The Ideal Stash
Here we are, barely crawling into our infancy at the start of this very shiny new century, things my friends, are good. The “digital era” is beginning to take off in ways that no one could of predicted. And yet, we’ve left something behind, the art of the album. People preferring instead to buy one or two songs from a band off iTunes and leave it at that. Yet, there are a small group out there in analogue land (it’s a place) who long for the days of trawling through dodgy record stores, furrowing our brows for one single album that might just change our lives.
So, if you, like me, long for those days of having a physical record, yet don’t have the time for an afternoon of trawling and trawling through said record store waiting for a memory of someone somewhere telling you when you were out about a band who “has this song, and it goes like this and the singer has this thing that happened to him when he was young…” The albums I have chosen are something of forgotten classics, lost for whatever reason to a world of trendy haircuts and iPods.
These records are: Guerrilla by the ever eccentric Super Furry Animals, The Three E.P.’s by The Beta Band and The Ideal Crash by Deus.
I first bought Guerrilla on a tip off from an old work colleague of mine. And , if it wasn’t so illegal and so strange. I would take my copy of Guerrilla by the Super Furry Animals to Las Vegas and marry it. It’s not a strange fetish or anything like that. I just think it would be a nice thing to do.
It is a sublime record, filled with songs about drinking, smoking and crying. From the moment you hear the first song “check it out” build bounce and crash into “do or die” you will suddenly have an insight into Gods mind, the insight being; that he invented ears in the hope that everyone would hear this album. The album is full of 21st century psychedelia mixed with the imagination of five welsh men that clearly have more talent in their baby toe than the whole of The Klaxons put together.

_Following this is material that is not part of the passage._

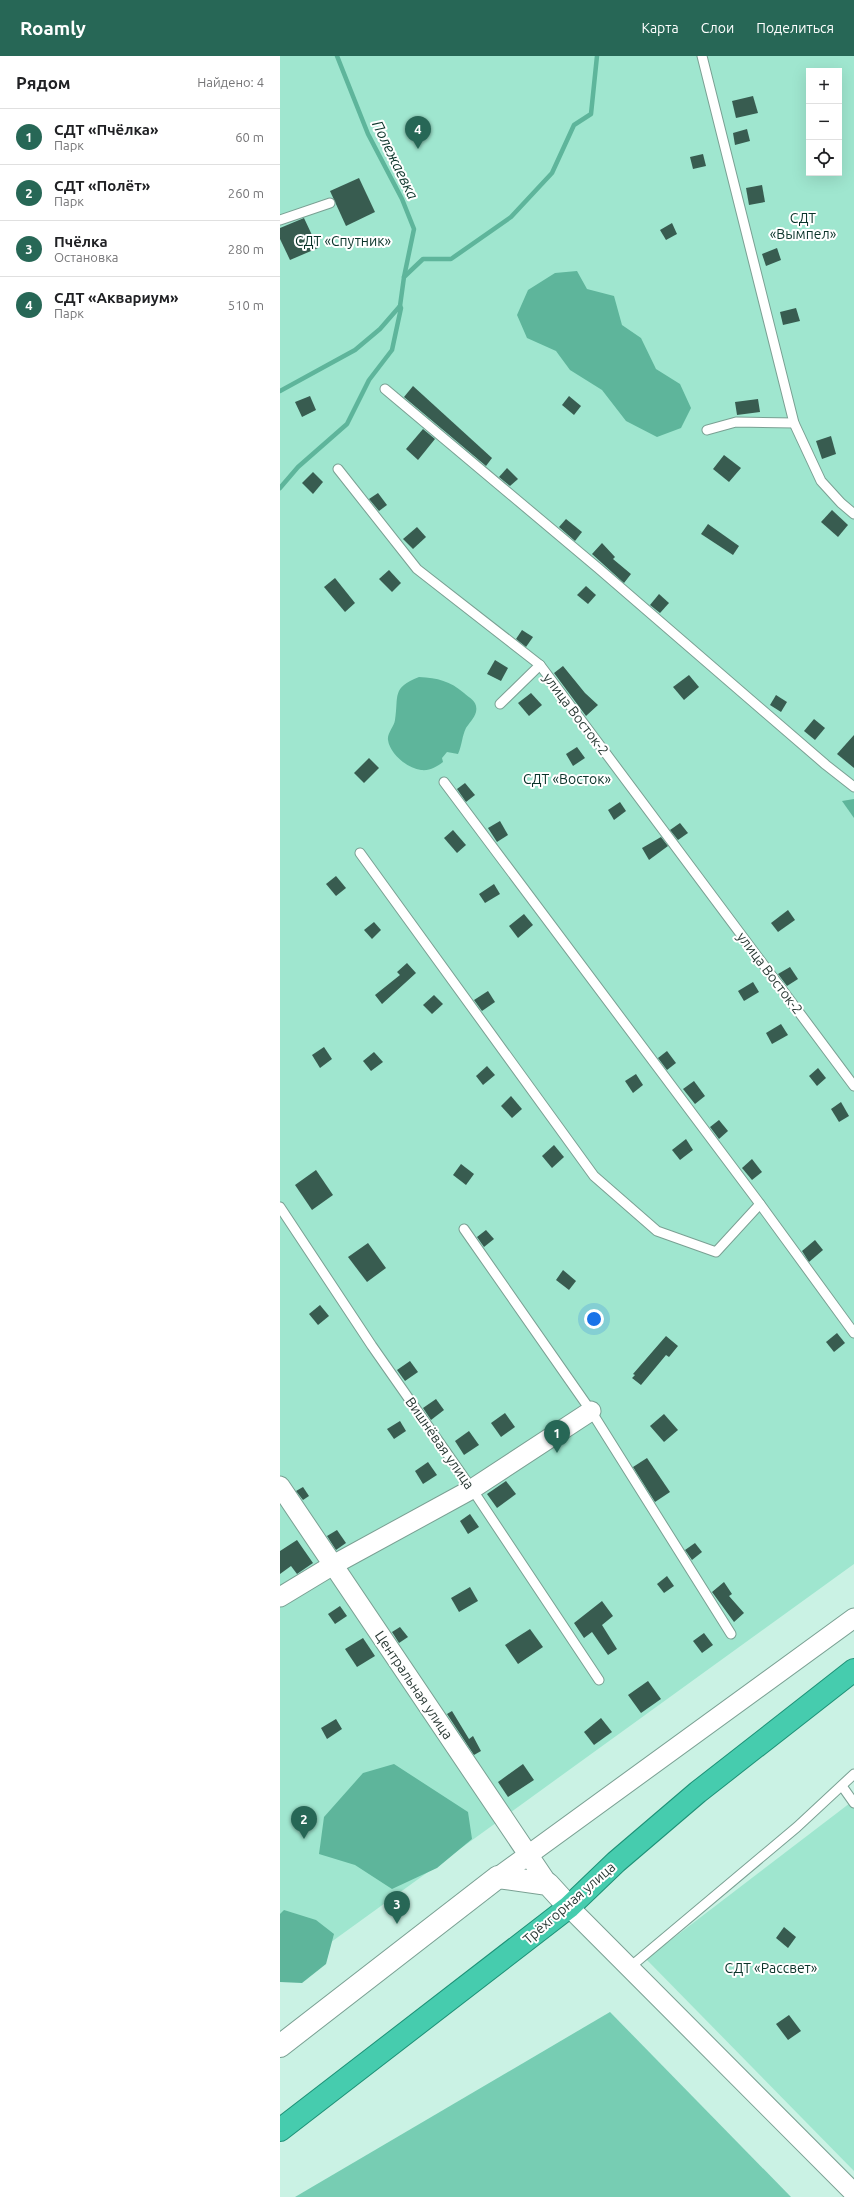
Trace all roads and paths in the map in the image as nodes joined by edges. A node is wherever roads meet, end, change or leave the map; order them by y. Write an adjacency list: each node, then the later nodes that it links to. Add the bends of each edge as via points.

The next album to help you through the sometimes overwhelming selection you’re bound to face while staring thousands of unknown records directly in the face is the Beta Bands slow burning genius The Three Ep’s.
“This is the definition of my life, lying in bed in the sunrise”. -Dry the rain.
The first words you hear on this c.d. sums up the whole album. When you listen to this album it’s just like going on a holiday that you never ever want to end. The Beta Band made people like Noel Gallagher realize that Oasis were never going anywhere but to the bottom shelf of everyone’s c.d. collection. Don’t worry though this album sounds nothing like Oasis or anyone else for that matter. It sounds like nothing you will ever have heard before. But at the same time it sounds like the album you have always wanted to hear.
The stand out point is 3 minutes and 5 seconds into B+A where suddenly the drums get louder and more definite rather than maybe, and in essence blows your mind. Also, it’s a little known fact that if you listen to B+A while walking down the road you will suddenly notice that your walk will get a 29% more confident and your 72% more likely to attract members of the opposite sex.
The album is safe haven of versatility and imagination, where you can feel free to revel in the knowledge that this album given the chance could solve any of the worlds problems.
Belgium?
What has Belgium done for us? Oh yeah, that’s right they knocked us out of the play-offs for World Cup ’98. Well don’t get too angry, because a bunch of Belgian musicians have made an album so beautiful in melancholy that you will easily forgive them for making the Summer of ’98 a Summer of “what if’s”.
When I bought the Deus album The Ideal Crash for a friend of mine, I got stopped in the middle of Grafton Street by a complete stranger, he just started telling me how much he loved The Ideal Crash. Such is the power of this album.
The Ideal Crash is comprised of 10 tracks that will make you over pour with emotions that you never thought you could feel. It has lyrics in it that will make you want to ring the Belgian embassy and thank them for producing the genius that is Deus.
The opener ‘Put The Freaks up Front’ burns with sincerity and makes you almost live inside the music. It even issues you with instructions for listening to the album “put your panic on hold, amplify your very soul and keep breathing”.
Every time this album ends I take a deep breath and wonder how a group of people could of produced an album of such stark honesty and unbelievable truth. It twists your heart and makes you forget about everything else other than somebody you’ve loved and lost. An old cliché maybe, but this record will make you remember feelings and moments you have some how forgot for whatever reason.
So there you are, three albums that have somehow been criminally left on the hard shoulder somewhere at the start of the Information Super Highway. And yet, isn’t there something marvelous about the forgotten? So don’t go straight onto some dodgy mp3 site and download a song off each record. Take an old fashioned journey into town, find a lovely independent record store, have a root around for these masterpieces. Then go home sit back, and have a listen. Who knows, they could change your life.